Entries shown:
Content starts
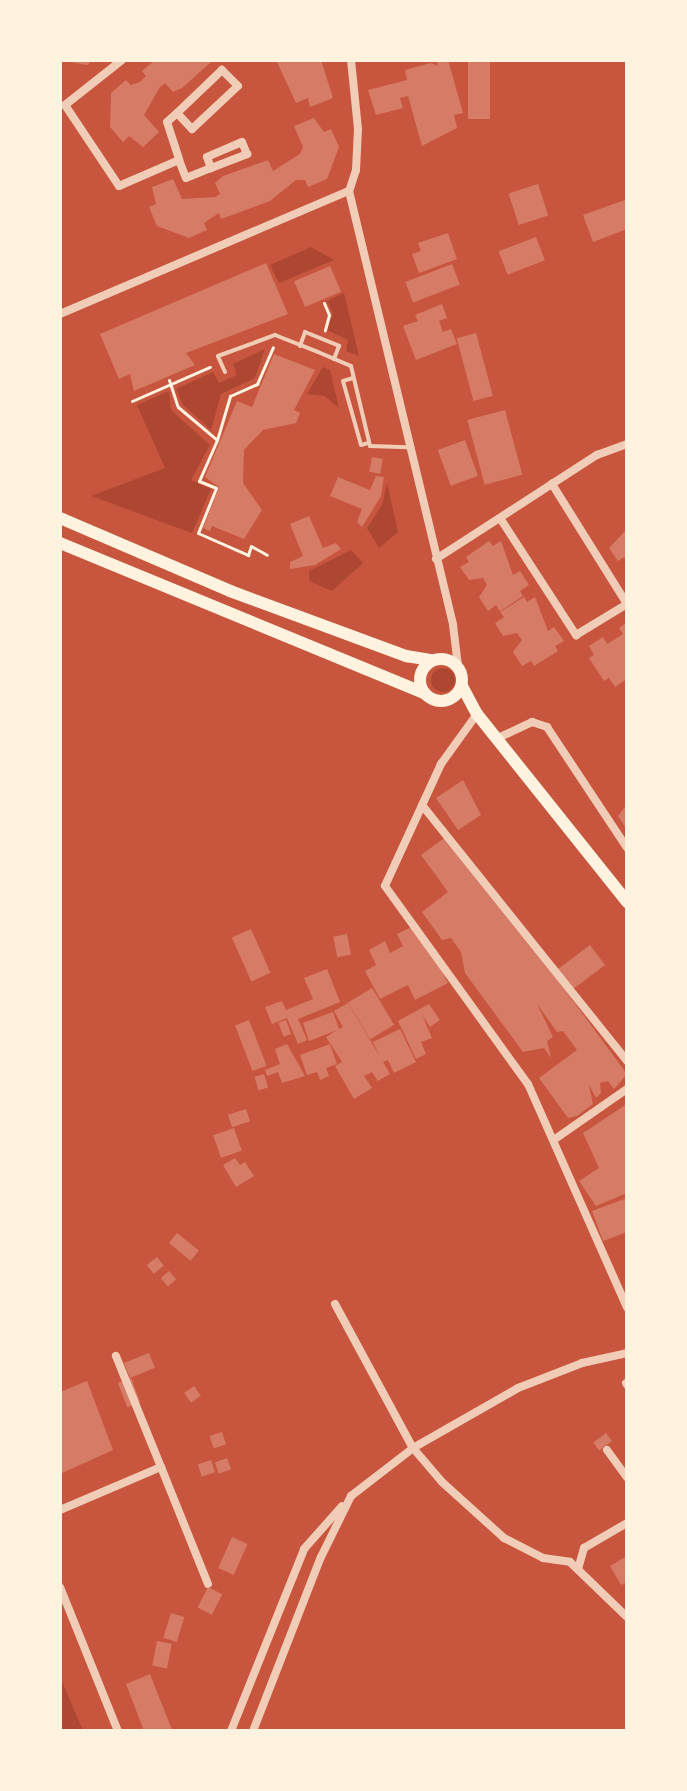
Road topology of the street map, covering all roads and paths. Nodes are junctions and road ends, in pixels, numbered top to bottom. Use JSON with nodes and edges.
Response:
{"nodes":[{"id":1,"x":122,"y":60,"type":"edge"},
{"id":2,"x":351,"y":60,"type":"edge"},
{"id":3,"x":62,"y":102,"type":"edge"},
{"id":4,"x":177,"y":113,"type":"junction"},
{"id":5,"x":179,"y":160,"type":"junction"},
{"id":6,"x":211,"y":168,"type":"junction"},
{"id":7,"x":349,"y":191,"type":"junction"},
{"id":8,"x":60,"y":314,"type":"edge"},
{"id":9,"x":278,"y":336,"type":"junction"},
{"id":10,"x":300,"y":346,"type":"junction"},
{"id":11,"x":334,"y":359,"type":"junction"},
{"id":12,"x":221,"y":362,"type":"junction"},
{"id":13,"x":225,"y":372,"type":"dead end"},
{"id":14,"x":353,"y":378,"type":"junction"},
{"id":15,"x":170,"y":382,"type":"junction"},
{"id":16,"x":132,"y":401,"type":"dead end"},
{"id":17,"x":217,"y":440,"type":"junction"},
{"id":18,"x":370,"y":443,"type":"junction"},
{"id":19,"x":627,"y":444,"type":"edge"},
{"id":20,"x":408,"y":447,"type":"junction"},
{"id":21,"x":552,"y":484,"type":"junction"},
{"id":22,"x":60,"y":518,"type":"edge"},
{"id":23,"x":500,"y":518,"type":"junction"},
{"id":24,"x":60,"y":543,"type":"edge"},
{"id":25,"x":267,"y":555,"type":"dead end"},
{"id":26,"x":436,"y":559,"type":"junction"},
{"id":27,"x":432,"y":660,"type":"junction"},
{"id":28,"x":458,"y":666,"type":"junction"},
{"id":29,"x":462,"y":686,"type":"junction"},
{"id":30,"x":424,"y":693,"type":"junction"},
{"id":31,"x":447,"y":701,"type":"junction"},
{"id":32,"x":477,"y":714,"type":"junction"},
{"id":33,"x":498,"y":738,"type":"junction"},
{"id":34,"x":422,"y":805,"type":"junction"},
{"id":35,"x":627,"y":848,"type":"edge"},
{"id":36,"x":627,"y":902,"type":"edge"},
{"id":37,"x":627,"y":1061,"type":"edge"},
{"id":38,"x":627,"y":1089,"type":"edge"},
{"id":39,"x":555,"y":1139,"type":"junction"},
{"id":40,"x":335,"y":1304,"type":"dead end"},
{"id":41,"x":627,"y":1307,"type":"edge"},
{"id":42,"x":627,"y":1353,"type":"edge"},
{"id":43,"x":116,"y":1356,"type":"dead end"},
{"id":44,"x":413,"y":1448,"type":"junction"},
{"id":45,"x":607,"y":1450,"type":"dead end"},
{"id":46,"x":161,"y":1467,"type":"junction"},
{"id":47,"x":627,"y":1478,"type":"edge"},
{"id":48,"x":351,"y":1496,"type":"junction"},
{"id":49,"x":60,"y":1510,"type":"edge"},
{"id":50,"x":627,"y":1523,"type":"edge"},
{"id":51,"x":578,"y":1569,"type":"junction"},
{"id":52,"x":208,"y":1584,"type":"dead end"},
{"id":53,"x":60,"y":1587,"type":"edge"},
{"id":54,"x":626,"y":1614,"type":"edge"},
{"id":55,"x":118,"y":1731,"type":"edge"},
{"id":56,"x":231,"y":1731,"type":"edge"},
{"id":57,"x":253,"y":1731,"type":"edge"}],
"edges":[{"from":1,"to":3,"type":"street"},
{"from":2,"to":7,"type":"street"},
{"from":3,"to":5,"type":"street"},
{"from":4,"to":4,"type":"street"},
{"from":4,"to":5,"type":"street"},
{"from":5,"to":6,"type":"street"},
{"from":6,"to":6,"type":"street"},
{"from":7,"to":8,"type":"street"},
{"from":7,"to":20,"type":"street"},
{"from":9,"to":10,"type":"lane"},
{"from":9,"to":12,"type":"lane"},
{"from":9,"to":17,"type":"path"},
{"from":10,"to":11,"type":"lane"},
{"from":10,"to":11,"type":"lane"},
{"from":11,"to":14,"type":"lane"},
{"from":12,"to":13,"type":"lane"},
{"from":12,"to":15,"type":"path"},
{"from":14,"to":18,"type":"lane"},
{"from":14,"to":18,"type":"lane"},
{"from":15,"to":16,"type":"path"},
{"from":15,"to":17,"type":"path"},
{"from":17,"to":25,"type":"path"},
{"from":18,"to":20,"type":"lane"},
{"from":19,"to":21,"type":"street"},
{"from":20,"to":26,"type":"street"},
{"from":21,"to":23,"type":"street"},
{"from":21,"to":23,"type":"street"},
{"from":22,"to":27,"type":"main road"},
{"from":23,"to":26,"type":"street"},
{"from":24,"to":30,"type":"main road"},
{"from":26,"to":28,"type":"street"},
{"from":27,"to":28,"type":"main road"},
{"from":27,"to":30,"type":"main road"},
{"from":28,"to":29,"type":"main road"},
{"from":29,"to":31,"type":"main road"},
{"from":29,"to":32,"type":"main road"},
{"from":30,"to":31,"type":"main road"},
{"from":31,"to":32,"type":"main road"},
{"from":32,"to":33,"type":"main road"},
{"from":32,"to":34,"type":"street"},
{"from":33,"to":35,"type":"street"},
{"from":33,"to":36,"type":"main road"},
{"from":34,"to":37,"type":"street"},
{"from":34,"to":39,"type":"street"},
{"from":38,"to":39,"type":"street"},
{"from":39,"to":41,"type":"street"},
{"from":40,"to":44,"type":"street"},
{"from":42,"to":44,"type":"street"},
{"from":43,"to":46,"type":"street"},
{"from":44,"to":48,"type":"street"},
{"from":44,"to":51,"type":"street"},
{"from":45,"to":47,"type":"street"},
{"from":46,"to":49,"type":"street"},
{"from":46,"to":52,"type":"street"},
{"from":48,"to":56,"type":"street"},
{"from":48,"to":57,"type":"street"},
{"from":50,"to":51,"type":"street"},
{"from":51,"to":54,"type":"street"},
{"from":53,"to":55,"type":"street"}]}
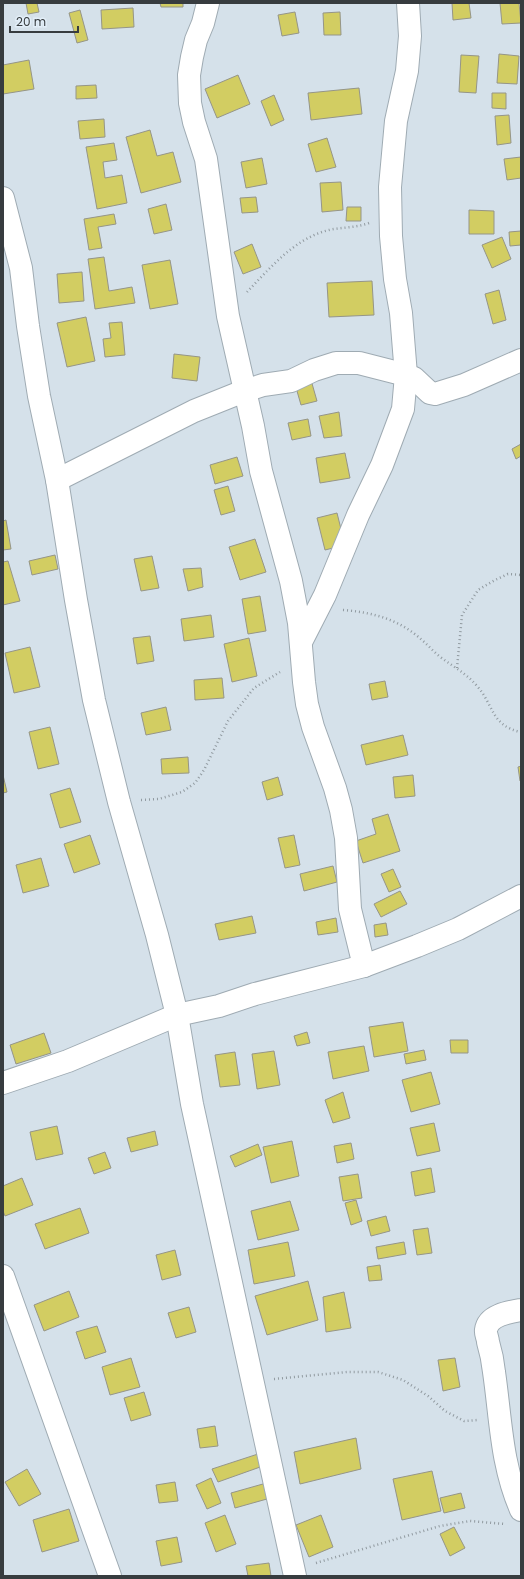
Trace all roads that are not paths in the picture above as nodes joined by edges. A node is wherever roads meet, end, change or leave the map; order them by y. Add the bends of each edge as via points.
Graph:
1 (208, 3) edge
2 (408, 3) edge
3 (3, 198) edge
4 (521, 360) edge
5 (406, 375) junction
6 (244, 391) junction
7 (57, 480) junction
8 (301, 651) junction
9 (521, 896) edge
10 (364, 966) junction
11 (177, 1015) junction
12 (3, 1083) edge
13 (3, 1276) edge
14 (521, 1310) edge
15 (515, 1517) edge
16 (295, 1573) edge
17 (110, 1576) edge

1 - 6 street via 192,57 190,103 206,159 228,316
2 - 5 street via 410,36 407,71 396,121 390,187 391,236
3 - 7 street via 21,268 39,396
4 - 5 street via 439,394 430,393 414,378
5 - 6 street via 359,363 336,363 314,370 298,379
5 - 8 street via 403,409 394,437
6 - 7 street via 194,411
6 - 8 street via 261,471 291,581
7 - 11 street via 94,700
8 - 10 street via 307,704 341,810 346,838 350,909
9 - 10 street via 458,929
10 - 11 street
11 - 12 street via 68,1061
11 - 16 street via 192,1104
13 - 17 street
14 - 15 street via 504,1313 491,1320 486,1330 494,1372 498,1417 514,1495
Content ends
Task instructions:
Could you report how many lines in the data above include the word "roads"? Give the number and nothing more.

Response to this exercise:
2